In the blockchain world, there is no so-called centralized server. Its composition is a P2P network formed by all enthusiasts, beneficiaries, and others. Any node in the network cannot be trusted directly. Anyone of them might be evil, which is a problem that never be considered in general distributed systems. This is consistent with the assumption of the Byzantium general problem: there is no centralized leadership. When these generals need to make an attack on a certain city, all generals need to agree on the attacking timing. Then the question arises, if the generals decided that the attack time was not consistent, or even that the generals had become traitors, how could those generals reach a consensus?

Similarly, in the P2P blockchain system network, how can all nodes reach a consensus on a certain transaction (that is, based on this transaction to modify the node’s respective database)?

In the 1982 paper The Byzantine Generals Problem, Leslie Lamport proved that when there are no more than one-third of the traitors in the generals, there is an effective algorithm. No matter how the traitors frustrate, the loyal generals can always reach a consistent result. If there are too many traitors, there is no guarantee that consistency will be achieved.

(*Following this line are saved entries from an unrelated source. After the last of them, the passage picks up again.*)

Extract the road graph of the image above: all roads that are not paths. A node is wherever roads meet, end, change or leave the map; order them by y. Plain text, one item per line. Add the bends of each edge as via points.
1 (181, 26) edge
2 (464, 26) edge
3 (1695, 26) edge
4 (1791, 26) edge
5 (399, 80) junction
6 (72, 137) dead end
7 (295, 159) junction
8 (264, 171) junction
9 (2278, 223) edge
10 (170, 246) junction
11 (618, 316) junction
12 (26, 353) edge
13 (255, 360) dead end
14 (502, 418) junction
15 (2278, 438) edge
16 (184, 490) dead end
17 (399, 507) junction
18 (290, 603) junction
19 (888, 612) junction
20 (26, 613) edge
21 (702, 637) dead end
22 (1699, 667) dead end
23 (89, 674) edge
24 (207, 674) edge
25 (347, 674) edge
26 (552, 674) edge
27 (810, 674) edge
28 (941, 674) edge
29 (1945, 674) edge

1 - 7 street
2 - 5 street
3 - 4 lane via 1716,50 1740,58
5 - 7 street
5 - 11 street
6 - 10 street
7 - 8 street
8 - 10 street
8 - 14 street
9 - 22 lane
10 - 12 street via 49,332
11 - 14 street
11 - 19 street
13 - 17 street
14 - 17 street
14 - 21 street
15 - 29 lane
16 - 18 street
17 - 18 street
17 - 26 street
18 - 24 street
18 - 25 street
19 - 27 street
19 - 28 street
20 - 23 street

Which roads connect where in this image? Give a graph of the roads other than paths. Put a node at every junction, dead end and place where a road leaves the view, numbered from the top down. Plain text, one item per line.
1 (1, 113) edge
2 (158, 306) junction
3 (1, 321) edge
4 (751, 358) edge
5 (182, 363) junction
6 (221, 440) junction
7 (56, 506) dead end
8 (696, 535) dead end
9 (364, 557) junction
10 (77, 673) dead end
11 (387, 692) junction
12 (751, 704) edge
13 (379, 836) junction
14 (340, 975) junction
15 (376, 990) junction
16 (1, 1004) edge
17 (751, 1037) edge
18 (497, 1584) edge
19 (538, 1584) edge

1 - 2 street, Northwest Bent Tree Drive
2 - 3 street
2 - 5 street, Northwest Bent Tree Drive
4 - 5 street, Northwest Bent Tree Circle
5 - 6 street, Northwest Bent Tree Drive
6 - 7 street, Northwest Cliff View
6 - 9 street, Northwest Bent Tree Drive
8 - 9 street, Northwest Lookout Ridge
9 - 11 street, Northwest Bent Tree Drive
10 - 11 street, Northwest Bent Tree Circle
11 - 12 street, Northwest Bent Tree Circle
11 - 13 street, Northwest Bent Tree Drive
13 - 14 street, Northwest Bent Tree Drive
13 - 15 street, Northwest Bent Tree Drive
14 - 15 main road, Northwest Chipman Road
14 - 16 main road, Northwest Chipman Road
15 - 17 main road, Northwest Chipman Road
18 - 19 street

If we assume that the number of malicious nodes in the blockchain P2P network does not exceed 1/3, otherwise the blockchain system construction is considered to fail. In this way, the next most difficult problem needed to be solved is: in a blockchain system with no more than ⅓ of malicious nodes, which data should be selected as the data to reach the final consensus?

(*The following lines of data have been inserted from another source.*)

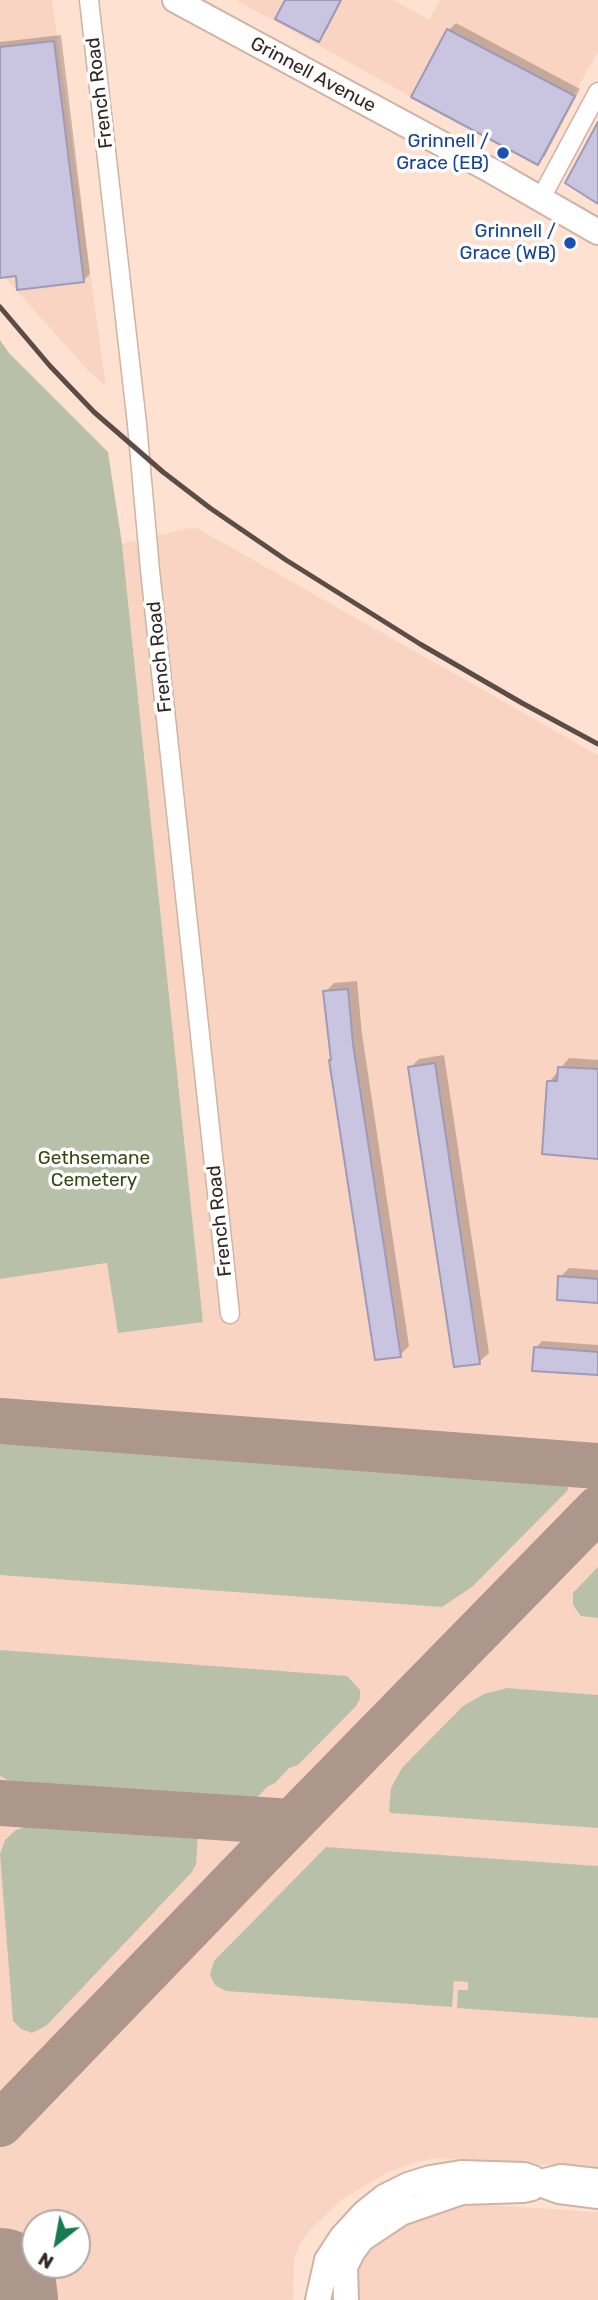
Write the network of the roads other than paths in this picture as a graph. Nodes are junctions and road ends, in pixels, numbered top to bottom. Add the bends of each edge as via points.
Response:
1 (89, 0) edge
2 (175, 0) edge
3 (598, 92) edge
4 (540, 200) junction
5 (598, 232) edge
6 (230, 1314) dead end
7 (531, 2179) junction
8 (598, 2181) edge
9 (598, 2196) edge
10 (318, 2300) edge
11 (346, 2300) edge

1 - 6 street, French Road
2 - 4 street, Grinnell Avenue
3 - 4 street
4 - 5 street, Grinnell Avenue
7 - 8 street
7 - 9 street via 559,2191
7 - 10 street via 450,2174 384,2197 349,2229 327,2260
7 - 11 street via 533,2188 462,2192 401,2213 362,2239 353,2251 345,2267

Put another way: If a node wants to provide consensus on the data provided by the blockchain system, what does it need to do? He needs to provide a proof to convince the blockchain system to accept the data he provided.

Based on this, we started to discuss how to design a standard consensus interface in a blockchain system.

Standard consensus interface design

Sort out the blockchain consensus process based on the above:

  1. Node A prepares a block and broadcasts it to the P2P network.
  2. After receiving the block from other nodes in the P2P network and after a series of verifications, they decide whether to place the block on the local longest chain.
  3. When most nodes in the entire blockchain system (for example, greater than 2/3) have a consistent block hash value corresponding to local block height, we can consider the blockchain to achieve a consistent block height.

If a service is needed to help Node A and other nodes in the blockchain complete the entire consensus process, there should be roughly two types of services provided:

  1. When A knows nothing, when asking A, the service needs to inform him (in the blockchain world, A uses a public key to uniquely determine his identity) if he can currently generate a block and how can he make the block he produced accepted by other nodes;
  2. For nodes other than A receive a block broadcasted from A, all nodes with open-source can implement a consistent code service to verify whether the block is legal.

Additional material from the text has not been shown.